上記基準においては、特別な技術的特徴の認定は、最終的に特許法第29条第1項各号に該当する発明である先行技術との対比で行うこととしている。しかしながら、実用新案登録の基礎的要件の審査では、先行技術調査や先行技術調査で発見された従来技術との対比判断は行わない。そのため、考案の先行技術に対する貢献を明示する特別な技術的特徴については、明細書、実用新案登録請求の範囲及び図面の記載並びに出願時の技術常識に基づいて認定するものとする。

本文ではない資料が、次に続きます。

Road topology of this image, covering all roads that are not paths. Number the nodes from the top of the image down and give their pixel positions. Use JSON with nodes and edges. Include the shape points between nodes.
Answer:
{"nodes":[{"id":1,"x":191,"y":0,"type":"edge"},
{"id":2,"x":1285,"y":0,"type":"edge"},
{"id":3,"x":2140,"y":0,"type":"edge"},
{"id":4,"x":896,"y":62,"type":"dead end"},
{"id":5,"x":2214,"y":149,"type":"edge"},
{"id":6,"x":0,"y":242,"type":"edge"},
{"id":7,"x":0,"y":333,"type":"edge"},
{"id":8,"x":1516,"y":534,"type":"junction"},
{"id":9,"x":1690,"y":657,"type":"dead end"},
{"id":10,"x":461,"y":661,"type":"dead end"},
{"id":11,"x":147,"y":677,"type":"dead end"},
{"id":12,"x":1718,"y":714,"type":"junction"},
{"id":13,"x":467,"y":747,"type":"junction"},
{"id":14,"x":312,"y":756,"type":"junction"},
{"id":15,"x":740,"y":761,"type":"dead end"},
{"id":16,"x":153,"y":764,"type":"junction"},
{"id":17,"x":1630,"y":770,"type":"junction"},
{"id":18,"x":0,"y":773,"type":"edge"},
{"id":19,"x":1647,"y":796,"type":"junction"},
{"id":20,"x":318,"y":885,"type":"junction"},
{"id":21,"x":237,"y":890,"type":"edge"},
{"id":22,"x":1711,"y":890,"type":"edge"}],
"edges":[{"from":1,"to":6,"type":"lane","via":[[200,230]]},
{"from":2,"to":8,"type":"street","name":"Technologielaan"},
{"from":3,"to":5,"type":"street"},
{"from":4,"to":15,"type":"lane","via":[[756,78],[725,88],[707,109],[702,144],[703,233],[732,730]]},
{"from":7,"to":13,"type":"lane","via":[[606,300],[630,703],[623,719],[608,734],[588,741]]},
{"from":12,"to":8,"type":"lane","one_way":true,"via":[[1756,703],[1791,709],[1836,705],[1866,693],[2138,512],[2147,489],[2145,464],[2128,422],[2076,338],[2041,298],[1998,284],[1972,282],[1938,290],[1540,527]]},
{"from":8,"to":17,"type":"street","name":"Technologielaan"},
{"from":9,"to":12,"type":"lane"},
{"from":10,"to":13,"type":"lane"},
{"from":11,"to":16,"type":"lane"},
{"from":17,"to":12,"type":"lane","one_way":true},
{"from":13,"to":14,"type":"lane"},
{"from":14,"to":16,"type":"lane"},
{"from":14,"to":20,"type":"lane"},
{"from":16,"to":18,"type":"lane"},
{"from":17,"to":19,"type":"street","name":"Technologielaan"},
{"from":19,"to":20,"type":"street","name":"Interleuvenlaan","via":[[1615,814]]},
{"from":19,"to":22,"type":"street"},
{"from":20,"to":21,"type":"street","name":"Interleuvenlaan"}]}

訂正後の基礎的要件の審査においても同様とする。

3.5 明細書、実用新案登録請求の範囲又は図面の著しい記載不備(第6条の2第4号第14条の3第4号

(1)

明細書、実用新案登録請求の範囲若しくは図面に「必要な事項が記載されておらず」又は「その記載が著しく不明確であるとき」は、本号に該当する。

(2)

「その記載が著しく不明確であるとき」とは、一見して記載が不明確であると判断できる場合、例えば、他の記載との関係を精査することなく不明確であると判断できる場合をいう。

(3)

実用新案登録請求の範囲についての判断

「必要な事項が記載されておらず」に該当する類型には次のようなものがある。

例:

(ⅰ)

請求項に、販売地域、販売先などの技術的事項でない事項のみが記載されている場合

(ⅱ)

請求項に考案の目的、作用、効果のみが記載されている場合

「その記載が著しく不明確であるとき」に該当する類型には次のようなものがある。

例:

(ⅰ)

請求項の記載内容が技術的に理解できない場合

(ⅱ)

請求項の記載が、詳細な説明又は図面の記載で代用されている場合

(ⅲ)

二以上の考案が一の請求項に記載されている場合

(4)

実用新案登録請求の範囲、考案の詳細な説明の欄以外の部分(考案の名称、図面の簡単な説明、図面)についての判断

考案の名称、図面の簡単な説明、図面の記載内容が不明瞭であると一見して判断される場合は、本号に該当する。